Präsenzveranstaltung
- Thema:
- Opfer, Geschlecht und Drama im 19. Jahrhundert: Hebbel, Grillparzer, Wagner u.a.
- Veranstaltungstyp:
- Onlineseminar
- Adressatenkreis:
-
BA KuWi:
Modul L3;
MA NdL:
Modul MANDL 1;
Modul MANDL 2;
Modul MANDL 3;
Modul MANDL 4;
Modul MANDL 5;
und alle Interessierte - Ort:
- Online
- Termin:
- 07.05.2021
bis
28.05.2021 - Zeitraum:
- Freitag, 7.5.2021, 16.00 – 18.00 Uhr
Samstag, 8.5.2021, 10.00 -12.00 Uhr
Freitag, 14.5.2021, 17.30-19.00 Uhr
Freitag, 21.5.2021, 17.30-19.00 Uhr
Freitag, 28.5.2021, 17.30-19.00 Uhr - Leitung:
-
Prof. Dr. Uwe Steiner
Dr. Wim Peeters - Anmeldefrist:
- 18.04.2021
- Anmeldung:
- Das Seminar ist ausgebucht.
- Auskunft erteilt:
- E-Mail: Ann Sophie Kirchhof
Die Teilnehmerzahl ist begrenzt.
„Die tragische Dichtung ruht auf der Opferidee“, schreibt Walter Benjamin 1928 in seinem Buch über den Ursprung des deutschen Trauerspiels. Althistorische und kulturanthropologische Forschungen haben diese These weitgehend bestätigt. Die antike Tragödie ist aller Wahrscheinlichkeit nach aus opferkulturellen Ursprüngen entstanden, der tragische Held lässt sich als Sublimat der kulturellen Institution des repräsentativen Opfers, als Transformation des Sündenbocks begreifen. Im 18. Jahrhundert vollzieht sich nun auf der Theaterbühne eine folgenreiche Umcodierung der Position des tragischen Helden: Um der angestrebten Wirkung willen, der empathischen Identifikation der Zuschauer mit dem Schicksal des tragischen Opfers, besetzen im bürgerliche Trauerspiel, der Modegattung des späten 18. Jahrhunderts, ausschließlich tugendhafte Töchter diese Prestigeposition. Dabei wird die Theatralität des Opfers im Drama selbst zugleich markiert und einer dramaturgischen Grundlagenreflexion unterzogen wie sein Geschlecht. Am wirkungsmächtigsten sollte Lessings Emilia Galotti diese Umcodierung des tragischen Opfers und die Projektion von geschlechteranthropologische Schematismen auf Opfer- und Täterschaften vornehmen. Keine Dramatik, so kann man zumindest den Eindruck erhalten, kommt seither daran vorbei, explizit oder implizit auf diese Modelle zurückzugreifen. Wir wollen im Seminar verfolgen, wie das 19. Jahrhundert an dem von Lessing geschaffenen Paradigma laboriert: Friedrich Hebbels Judith, Franz Grillparzers Sappho und selbst noch Richard Wagners Götterdämmerung - sie alle bringen die Funktion des tragischen Helden/der tragischen Heldin mit der kulturellen Semantik der Geschlechter in Verbindung.

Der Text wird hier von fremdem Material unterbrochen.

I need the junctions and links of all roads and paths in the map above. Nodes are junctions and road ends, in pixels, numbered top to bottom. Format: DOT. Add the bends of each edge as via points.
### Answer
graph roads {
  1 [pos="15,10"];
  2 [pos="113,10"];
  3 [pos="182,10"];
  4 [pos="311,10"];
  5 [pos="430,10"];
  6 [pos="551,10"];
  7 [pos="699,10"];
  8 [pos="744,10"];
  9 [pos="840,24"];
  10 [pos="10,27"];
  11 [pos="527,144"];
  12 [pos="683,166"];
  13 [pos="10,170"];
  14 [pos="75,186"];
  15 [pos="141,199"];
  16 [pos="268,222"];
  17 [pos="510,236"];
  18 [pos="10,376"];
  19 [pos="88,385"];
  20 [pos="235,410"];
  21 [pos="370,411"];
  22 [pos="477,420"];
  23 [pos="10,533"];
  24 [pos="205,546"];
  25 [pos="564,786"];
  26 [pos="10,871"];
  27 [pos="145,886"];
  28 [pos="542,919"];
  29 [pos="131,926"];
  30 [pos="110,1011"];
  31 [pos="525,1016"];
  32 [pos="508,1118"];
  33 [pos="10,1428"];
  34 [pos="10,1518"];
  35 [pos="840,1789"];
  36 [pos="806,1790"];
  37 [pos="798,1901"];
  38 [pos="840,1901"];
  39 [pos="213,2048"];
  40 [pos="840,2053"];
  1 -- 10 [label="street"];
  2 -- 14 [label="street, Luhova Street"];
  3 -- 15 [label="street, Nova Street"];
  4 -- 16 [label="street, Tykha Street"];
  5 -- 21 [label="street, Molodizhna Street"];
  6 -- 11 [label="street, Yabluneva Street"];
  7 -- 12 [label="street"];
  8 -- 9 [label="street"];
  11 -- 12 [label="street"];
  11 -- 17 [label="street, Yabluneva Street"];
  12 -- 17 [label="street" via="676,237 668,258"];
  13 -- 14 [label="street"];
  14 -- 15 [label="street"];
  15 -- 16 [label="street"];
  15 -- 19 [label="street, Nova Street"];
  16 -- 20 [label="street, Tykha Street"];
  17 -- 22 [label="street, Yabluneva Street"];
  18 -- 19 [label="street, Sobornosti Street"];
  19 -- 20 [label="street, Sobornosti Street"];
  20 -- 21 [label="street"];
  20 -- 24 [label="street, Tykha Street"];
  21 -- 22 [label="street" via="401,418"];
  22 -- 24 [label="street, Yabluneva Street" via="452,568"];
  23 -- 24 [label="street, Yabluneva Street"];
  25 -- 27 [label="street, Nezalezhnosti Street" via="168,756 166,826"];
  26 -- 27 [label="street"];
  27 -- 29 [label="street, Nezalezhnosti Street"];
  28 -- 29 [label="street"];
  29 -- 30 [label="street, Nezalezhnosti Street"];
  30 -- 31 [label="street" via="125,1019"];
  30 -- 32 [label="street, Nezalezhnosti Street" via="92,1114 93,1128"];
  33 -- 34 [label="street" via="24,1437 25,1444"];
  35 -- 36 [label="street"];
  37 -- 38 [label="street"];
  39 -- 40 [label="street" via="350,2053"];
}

Zunächst werden wir mit Hilfe von René Girard und Walter Burkert die opferkulturellen Ursprünge der Tragödie vergegenwärtigen, bevor wir am Beispiel des tragischen Schlusses von Lessings Emilia Galotti die geschlechteranthropologische Überformung der tragischen Katastrophe analysieren.
Auf dem Programm stehen die folgenden Dramen:
G. E. Lessing: Emilia Galotti (Schluss)
Friedrich Hebbel: Judith
Franz Grillparzer: Sappho
Richard Wagner: Götterdämmerung
Die genannten Texte sind als Reclam-Ausgaben verfügbar. Elektronische Auszüge aus den folgenden Texten werden Ihnen zur Verfügung gestellt:
Walter Burkert: Griechische Tragödie und Opferritual, in ders.: Wilder Ursprung. Opferritual und Mythos bei den Griechen, Berlin 1990, S. 13-39.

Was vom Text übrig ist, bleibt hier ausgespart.